Only the lines with the string "street" are needed; return each of them from the entries below.

Stored data
════════════════

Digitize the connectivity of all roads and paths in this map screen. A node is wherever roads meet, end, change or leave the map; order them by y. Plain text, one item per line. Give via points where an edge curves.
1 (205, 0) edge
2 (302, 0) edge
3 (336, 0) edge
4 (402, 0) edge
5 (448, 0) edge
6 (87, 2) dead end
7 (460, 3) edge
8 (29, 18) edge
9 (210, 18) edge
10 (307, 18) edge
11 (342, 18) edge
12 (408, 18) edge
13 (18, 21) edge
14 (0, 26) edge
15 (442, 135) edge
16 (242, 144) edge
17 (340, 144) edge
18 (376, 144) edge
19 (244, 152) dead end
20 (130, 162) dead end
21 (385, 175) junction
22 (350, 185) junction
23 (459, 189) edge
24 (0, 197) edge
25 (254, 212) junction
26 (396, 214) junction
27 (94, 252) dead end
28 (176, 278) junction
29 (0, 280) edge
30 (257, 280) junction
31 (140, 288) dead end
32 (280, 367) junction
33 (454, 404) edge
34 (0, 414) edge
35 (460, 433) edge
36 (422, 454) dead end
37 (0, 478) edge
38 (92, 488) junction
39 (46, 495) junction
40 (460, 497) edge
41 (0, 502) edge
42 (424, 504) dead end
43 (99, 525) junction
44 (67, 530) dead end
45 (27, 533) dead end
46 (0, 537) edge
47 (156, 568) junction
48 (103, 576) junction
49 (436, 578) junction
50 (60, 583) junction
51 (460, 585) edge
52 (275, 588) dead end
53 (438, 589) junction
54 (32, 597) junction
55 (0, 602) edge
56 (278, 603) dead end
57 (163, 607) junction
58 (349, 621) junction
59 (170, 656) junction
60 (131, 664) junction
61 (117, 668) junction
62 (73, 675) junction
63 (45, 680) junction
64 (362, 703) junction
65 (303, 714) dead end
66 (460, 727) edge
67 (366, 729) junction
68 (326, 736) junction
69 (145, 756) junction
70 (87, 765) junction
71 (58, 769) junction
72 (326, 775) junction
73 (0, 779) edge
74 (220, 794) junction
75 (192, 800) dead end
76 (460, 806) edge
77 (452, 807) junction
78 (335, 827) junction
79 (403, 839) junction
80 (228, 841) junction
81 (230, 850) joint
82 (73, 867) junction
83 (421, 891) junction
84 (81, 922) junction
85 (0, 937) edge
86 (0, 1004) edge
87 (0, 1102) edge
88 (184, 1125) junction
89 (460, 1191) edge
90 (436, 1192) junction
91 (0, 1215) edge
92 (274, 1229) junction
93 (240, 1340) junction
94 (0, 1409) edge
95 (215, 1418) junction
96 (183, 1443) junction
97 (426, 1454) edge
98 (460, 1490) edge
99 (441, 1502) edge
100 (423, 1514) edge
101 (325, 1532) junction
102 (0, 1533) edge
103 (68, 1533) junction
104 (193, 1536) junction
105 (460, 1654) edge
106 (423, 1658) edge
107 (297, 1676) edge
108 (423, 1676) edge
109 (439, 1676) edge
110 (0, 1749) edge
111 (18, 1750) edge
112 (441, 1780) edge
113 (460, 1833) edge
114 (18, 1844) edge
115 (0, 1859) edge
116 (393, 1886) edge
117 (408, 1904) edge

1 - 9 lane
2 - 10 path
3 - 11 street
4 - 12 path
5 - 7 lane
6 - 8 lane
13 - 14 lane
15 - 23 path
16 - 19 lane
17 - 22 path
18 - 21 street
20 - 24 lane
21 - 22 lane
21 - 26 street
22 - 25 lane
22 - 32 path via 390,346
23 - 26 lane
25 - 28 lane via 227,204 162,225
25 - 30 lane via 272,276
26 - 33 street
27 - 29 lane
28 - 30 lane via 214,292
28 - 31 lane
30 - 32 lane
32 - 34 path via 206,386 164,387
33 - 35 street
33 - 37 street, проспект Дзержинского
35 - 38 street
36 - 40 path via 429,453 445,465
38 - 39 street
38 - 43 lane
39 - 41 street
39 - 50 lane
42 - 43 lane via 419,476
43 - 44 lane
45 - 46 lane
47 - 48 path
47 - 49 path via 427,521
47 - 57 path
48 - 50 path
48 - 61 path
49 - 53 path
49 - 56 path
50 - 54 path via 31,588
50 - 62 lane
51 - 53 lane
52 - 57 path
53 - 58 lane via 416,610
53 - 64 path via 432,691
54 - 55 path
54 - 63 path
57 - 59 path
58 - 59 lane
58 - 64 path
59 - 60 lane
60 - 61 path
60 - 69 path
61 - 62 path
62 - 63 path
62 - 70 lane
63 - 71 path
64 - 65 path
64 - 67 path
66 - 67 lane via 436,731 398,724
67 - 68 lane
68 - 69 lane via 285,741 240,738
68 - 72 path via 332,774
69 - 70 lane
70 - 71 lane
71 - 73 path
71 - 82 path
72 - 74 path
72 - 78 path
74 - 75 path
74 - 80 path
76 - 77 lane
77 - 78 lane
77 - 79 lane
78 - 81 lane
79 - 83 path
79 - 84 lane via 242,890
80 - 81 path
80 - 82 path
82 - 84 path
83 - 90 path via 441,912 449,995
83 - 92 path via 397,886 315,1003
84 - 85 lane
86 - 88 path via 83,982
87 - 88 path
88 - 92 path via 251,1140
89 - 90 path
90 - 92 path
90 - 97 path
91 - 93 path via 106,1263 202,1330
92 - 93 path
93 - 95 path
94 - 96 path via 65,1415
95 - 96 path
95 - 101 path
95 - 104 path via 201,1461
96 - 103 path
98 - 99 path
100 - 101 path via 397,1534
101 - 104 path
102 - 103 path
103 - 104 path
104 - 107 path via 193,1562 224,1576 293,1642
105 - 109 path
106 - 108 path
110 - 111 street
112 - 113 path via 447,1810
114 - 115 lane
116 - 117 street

════════════════

» **Expected answer**
3 - 11 street
18 - 21 street
21 - 26 street
26 - 33 street
33 - 35 street
33 - 37 street, проспект Дзержинского
35 - 38 street
38 - 39 street
39 - 41 street
110 - 111 street
116 - 117 street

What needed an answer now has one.